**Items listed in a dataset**
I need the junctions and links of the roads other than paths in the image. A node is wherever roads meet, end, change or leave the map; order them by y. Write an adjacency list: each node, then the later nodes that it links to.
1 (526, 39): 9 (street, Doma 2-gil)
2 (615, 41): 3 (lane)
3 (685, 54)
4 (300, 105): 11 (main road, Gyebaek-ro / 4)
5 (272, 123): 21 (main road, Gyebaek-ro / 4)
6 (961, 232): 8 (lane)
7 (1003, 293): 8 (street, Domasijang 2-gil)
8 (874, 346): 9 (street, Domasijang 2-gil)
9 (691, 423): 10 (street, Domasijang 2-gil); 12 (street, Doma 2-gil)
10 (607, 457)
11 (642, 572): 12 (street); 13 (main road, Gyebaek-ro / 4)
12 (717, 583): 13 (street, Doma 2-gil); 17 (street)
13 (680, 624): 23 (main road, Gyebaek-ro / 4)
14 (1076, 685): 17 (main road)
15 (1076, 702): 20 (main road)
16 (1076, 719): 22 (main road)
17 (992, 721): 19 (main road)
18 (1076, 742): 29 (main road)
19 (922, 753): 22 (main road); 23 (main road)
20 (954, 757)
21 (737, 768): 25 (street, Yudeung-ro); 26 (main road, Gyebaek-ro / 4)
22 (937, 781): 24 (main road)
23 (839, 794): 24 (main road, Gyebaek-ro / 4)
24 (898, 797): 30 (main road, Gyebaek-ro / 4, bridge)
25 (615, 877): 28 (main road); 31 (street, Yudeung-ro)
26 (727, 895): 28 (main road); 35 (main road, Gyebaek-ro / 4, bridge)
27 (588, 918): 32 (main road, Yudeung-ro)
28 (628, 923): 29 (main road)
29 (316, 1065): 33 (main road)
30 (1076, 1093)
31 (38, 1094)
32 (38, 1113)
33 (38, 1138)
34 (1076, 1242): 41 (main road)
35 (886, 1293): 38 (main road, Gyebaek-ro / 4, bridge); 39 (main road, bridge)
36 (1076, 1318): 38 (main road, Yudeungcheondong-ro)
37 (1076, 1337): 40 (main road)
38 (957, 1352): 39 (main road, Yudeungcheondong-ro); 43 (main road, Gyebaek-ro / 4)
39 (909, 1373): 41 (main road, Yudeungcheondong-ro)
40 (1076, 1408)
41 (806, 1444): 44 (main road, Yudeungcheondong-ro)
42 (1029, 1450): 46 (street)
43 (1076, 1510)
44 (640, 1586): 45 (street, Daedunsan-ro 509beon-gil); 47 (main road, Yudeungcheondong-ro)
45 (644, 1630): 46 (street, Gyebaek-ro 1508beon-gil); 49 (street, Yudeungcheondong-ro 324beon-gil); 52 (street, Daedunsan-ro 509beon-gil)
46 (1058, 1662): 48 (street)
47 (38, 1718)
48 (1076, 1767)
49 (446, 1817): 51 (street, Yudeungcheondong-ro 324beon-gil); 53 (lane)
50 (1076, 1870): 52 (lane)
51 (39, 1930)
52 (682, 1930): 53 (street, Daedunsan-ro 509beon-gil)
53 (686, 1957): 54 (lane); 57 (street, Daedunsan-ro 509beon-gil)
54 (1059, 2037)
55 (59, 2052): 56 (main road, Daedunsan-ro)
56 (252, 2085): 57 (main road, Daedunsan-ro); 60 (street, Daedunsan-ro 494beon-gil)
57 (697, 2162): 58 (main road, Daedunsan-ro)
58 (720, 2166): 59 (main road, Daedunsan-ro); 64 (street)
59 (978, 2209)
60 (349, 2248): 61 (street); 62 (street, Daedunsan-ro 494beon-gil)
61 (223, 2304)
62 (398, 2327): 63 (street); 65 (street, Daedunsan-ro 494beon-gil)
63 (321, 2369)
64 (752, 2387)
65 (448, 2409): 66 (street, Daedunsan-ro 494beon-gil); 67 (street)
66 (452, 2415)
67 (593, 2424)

**Task objective**
Exactly reproduce every record.

**Solution below**
I need the junctions and links of the roads other than paths in the image. A node is wherever roads meet, end, change or leave the map; order them by y. Write an adjacency list: each node, then the later nodes that it links to.
1 (526, 39): 9 (street, Doma 2-gil)
2 (615, 41): 3 (lane)
3 (685, 54)
4 (300, 105): 11 (main road, Gyebaek-ro / 4)
5 (272, 123): 21 (main road, Gyebaek-ro / 4)
6 (961, 232): 8 (lane)
7 (1003, 293): 8 (street, Domasijang 2-gil)
8 (874, 346): 9 (street, Domasijang 2-gil)
9 (691, 423): 10 (street, Domasijang 2-gil); 12 (street, Doma 2-gil)
10 (607, 457)
11 (642, 572): 12 (street); 13 (main road, Gyebaek-ro / 4)
12 (717, 583): 13 (street, Doma 2-gil); 17 (street)
13 (680, 624): 23 (main road, Gyebaek-ro / 4)
14 (1076, 685): 17 (main road)
15 (1076, 702): 20 (main road)
16 (1076, 719): 22 (main road)
17 (992, 721): 19 (main road)
18 (1076, 742): 29 (main road)
19 (922, 753): 22 (main road); 23 (main road)
20 (954, 757)
21 (737, 768): 25 (street, Yudeung-ro); 26 (main road, Gyebaek-ro / 4)
22 (937, 781): 24 (main road)
23 (839, 794): 24 (main road, Gyebaek-ro / 4)
24 (898, 797): 30 (main road, Gyebaek-ro / 4, bridge)
25 (615, 877): 28 (main road); 31 (street, Yudeung-ro)
26 (727, 895): 28 (main road); 35 (main road, Gyebaek-ro / 4, bridge)
27 (588, 918): 32 (main road, Yudeung-ro)
28 (628, 923): 29 (main road)
29 (316, 1065): 33 (main road)
30 (1076, 1093)
31 (38, 1094)
32 (38, 1113)
33 (38, 1138)
34 (1076, 1242): 41 (main road)
35 (886, 1293): 38 (main road, Gyebaek-ro / 4, bridge); 39 (main road, bridge)
36 (1076, 1318): 38 (main road, Yudeungcheondong-ro)
37 (1076, 1337): 40 (main road)
38 (957, 1352): 39 (main road, Yudeungcheondong-ro); 43 (main road, Gyebaek-ro / 4)
39 (909, 1373): 41 (main road, Yudeungcheondong-ro)
40 (1076, 1408)
41 (806, 1444): 44 (main road, Yudeungcheondong-ro)
42 (1029, 1450): 46 (street)
43 (1076, 1510)
44 (640, 1586): 45 (street, Daedunsan-ro 509beon-gil); 47 (main road, Yudeungcheondong-ro)
45 (644, 1630): 46 (street, Gyebaek-ro 1508beon-gil); 49 (street, Yudeungcheondong-ro 324beon-gil); 52 (street, Daedunsan-ro 509beon-gil)
46 (1058, 1662): 48 (street)
47 (38, 1718)
48 (1076, 1767)
49 (446, 1817): 51 (street, Yudeungcheondong-ro 324beon-gil); 53 (lane)
50 (1076, 1870): 52 (lane)
51 (39, 1930)
52 (682, 1930): 53 (street, Daedunsan-ro 509beon-gil)
53 (686, 1957): 54 (lane); 57 (street, Daedunsan-ro 509beon-gil)
54 (1059, 2037)
55 (59, 2052): 56 (main road, Daedunsan-ro)
56 (252, 2085): 57 (main road, Daedunsan-ro); 60 (street, Daedunsan-ro 494beon-gil)
57 (697, 2162): 58 (main road, Daedunsan-ro)
58 (720, 2166): 59 (main road, Daedunsan-ro); 64 (street)
59 (978, 2209)
60 (349, 2248): 61 (street); 62 (street, Daedunsan-ro 494beon-gil)
61 (223, 2304)
62 (398, 2327): 63 (street); 65 (street, Daedunsan-ro 494beon-gil)
63 (321, 2369)
64 (752, 2387)
65 (448, 2409): 66 (street, Daedunsan-ro 494beon-gil); 67 (street)
66 (452, 2415)
67 (593, 2424)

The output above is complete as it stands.